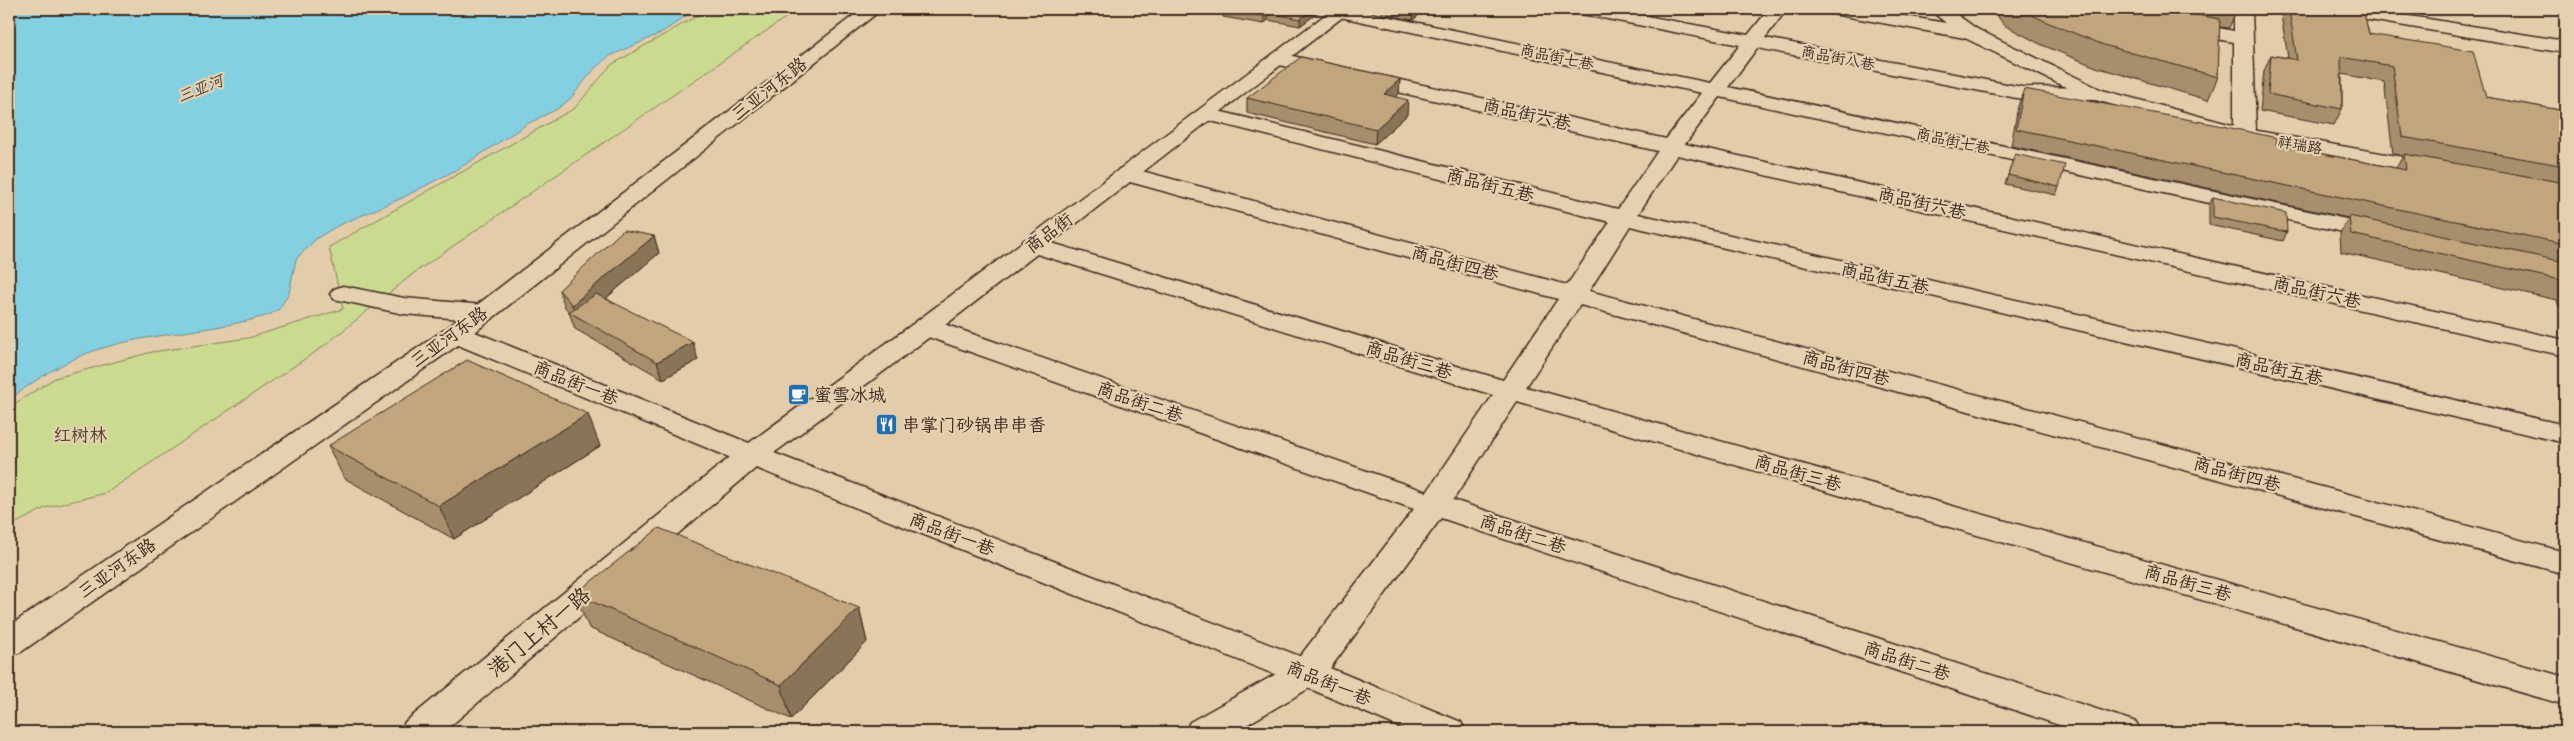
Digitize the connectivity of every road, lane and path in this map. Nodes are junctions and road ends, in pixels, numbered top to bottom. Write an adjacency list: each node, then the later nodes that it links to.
1 (873, 9): 27 (street, 三亚河东路)
2 (1582, 9): 12 (street, 商品街八巷)
3 (1778, 9): 12 (street)
4 (1833, 9): 10 (street)
5 (1938, 9): 10 (street, 祥瑞路)
6 (2243, 9): 11 (street)
7 (2334, 9): 13 (street)
8 (1342, 10): 14 (street, 商品街); 15 (street, 商品街七巷)
9 (2168, 25): 11 (street)
10 (1970, 33): 16 (street, 祥瑞路)
11 (2244, 38): 18 (street)
12 (1752, 41): 15 (street); 16 (street, 商品街八巷)
13 (2565, 47)
14 (1278, 59): 17 (street, 商品街); 19 (street, 商品街六巷)
15 (1715, 90): 19 (street); 23 (street, 商品街七巷)
16 (2095, 94): 18 (street, 祥瑞路)
17 (1206, 114): 20 (street, 商品街); 22 (street, 商品街五巷)
18 (2246, 135): 21 (street, 祥瑞路)
19 (1671, 147): 22 (street); 30 (street, 商品街六巷)
20 (1127, 174): 24 (street, 商品街); 26 (street, 商品街四巷)
21 (2459, 174)
22 (1624, 218): 26 (street); 32 (street, 商品街五巷)
23 (2400, 238)
24 (1034, 245): 28 (street, 商品街); 31 (street, 商品街三巷)
25 (343, 294): 27 (street)
26 (1574, 295): 31 (street); 35 (street, 商品街四巷)
27 (483, 314): 29 (street, 三亚河东路)
28 (926, 327): 33 (street, 商品街); 34 (street, 商品街二巷)
29 (456, 334): 33 (street, 商品街一巷); 36 (street, 三亚河东路)
30 (2565, 348)
31 (1510, 391): 34 (street); 38 (street, 商品街三巷)
32 (2565, 434)
33 (752, 455): 37 (street, 商品街一巷); 39 (street, 港门上村一路)
34 (1434, 505): 37 (street); 42 (street, 商品街二巷)
35 (2565, 563)
36 (9, 643)
37 (1307, 673): 40 (street); 41 (street, 商品街一巷)
38 (2565, 691)
39 (418, 732)
40 (1203, 732)
41 (1448, 732)
42 (2123, 732)

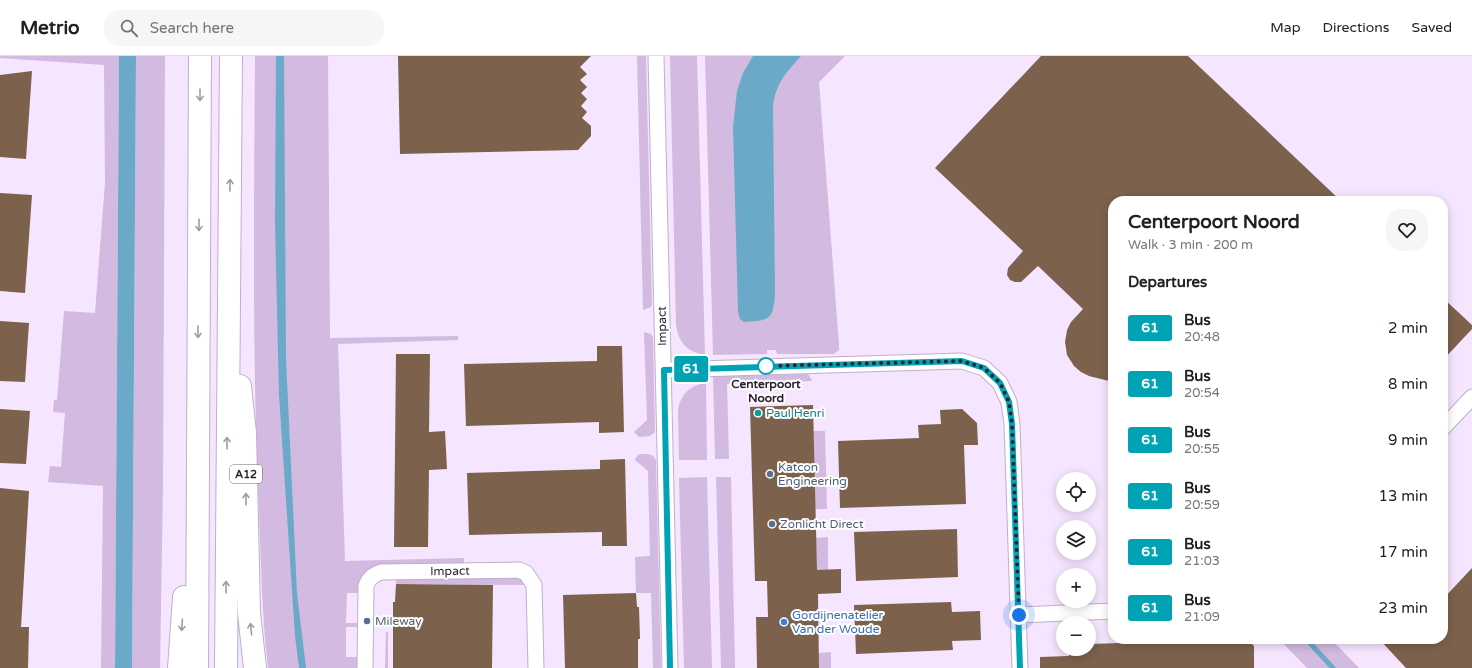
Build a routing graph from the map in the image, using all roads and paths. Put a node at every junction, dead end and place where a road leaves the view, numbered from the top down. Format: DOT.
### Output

* TRY IT
An exact reproduction of every record above is required, with no pictures included.

* EXERCISE SOLUTION
Digitize the connectivity of every road, lane and path in this map. Nodes are junctions and road ends, in pixels, numbered top to bottom. Write an adjacency list: each node, then the later nodes that it links to.
1 (873, 9): 27 (street, 三亚河东路)
2 (1582, 9): 12 (street, 商品街八巷)
3 (1778, 9): 12 (street)
4 (1833, 9): 10 (street)
5 (1938, 9): 10 (street, 祥瑞路)
6 (2243, 9): 11 (street)
7 (2334, 9): 13 (street)
8 (1342, 10): 14 (street, 商品街); 15 (street, 商品街七巷)
9 (2168, 25): 11 (street)
10 (1970, 33): 16 (street, 祥瑞路)
11 (2244, 38): 18 (street)
12 (1752, 41): 15 (street); 16 (street, 商品街八巷)
13 (2565, 47)
14 (1278, 59): 17 (street, 商品街); 19 (street, 商品街六巷)
15 (1715, 90): 19 (street); 23 (street, 商品街七巷)
16 (2095, 94): 18 (street, 祥瑞路)
17 (1206, 114): 20 (street, 商品街); 22 (street, 商品街五巷)
18 (2246, 135): 21 (street, 祥瑞路)
19 (1671, 147): 22 (street); 30 (street, 商品街六巷)
20 (1127, 174): 24 (street, 商品街); 26 (street, 商品街四巷)
21 (2459, 174)
22 (1624, 218): 26 (street); 32 (street, 商品街五巷)
23 (2400, 238)
24 (1034, 245): 28 (street, 商品街); 31 (street, 商品街三巷)
25 (343, 294): 27 (street)
26 (1574, 295): 31 (street); 35 (street, 商品街四巷)
27 (483, 314): 29 (street, 三亚河东路)
28 (926, 327): 33 (street, 商品街); 34 (street, 商品街二巷)
29 (456, 334): 33 (street, 商品街一巷); 36 (street, 三亚河东路)
30 (2565, 348)
31 (1510, 391): 34 (street); 38 (street, 商品街三巷)
32 (2565, 434)
33 (752, 455): 37 (street, 商品街一巷); 39 (street, 港门上村一路)
34 (1434, 505): 37 (street); 42 (street, 商品街二巷)
35 (2565, 563)
36 (9, 643)
37 (1307, 673): 40 (street); 41 (street, 商品街一巷)
38 (2565, 691)
39 (418, 732)
40 (1203, 732)
41 (1448, 732)
42 (2123, 732)

Build a routing graph from the map in the image, using all roads and paths. Put a node at every junction, dead end and place where a road leaves the view, numbered from the top down. Format: DOT.
### Output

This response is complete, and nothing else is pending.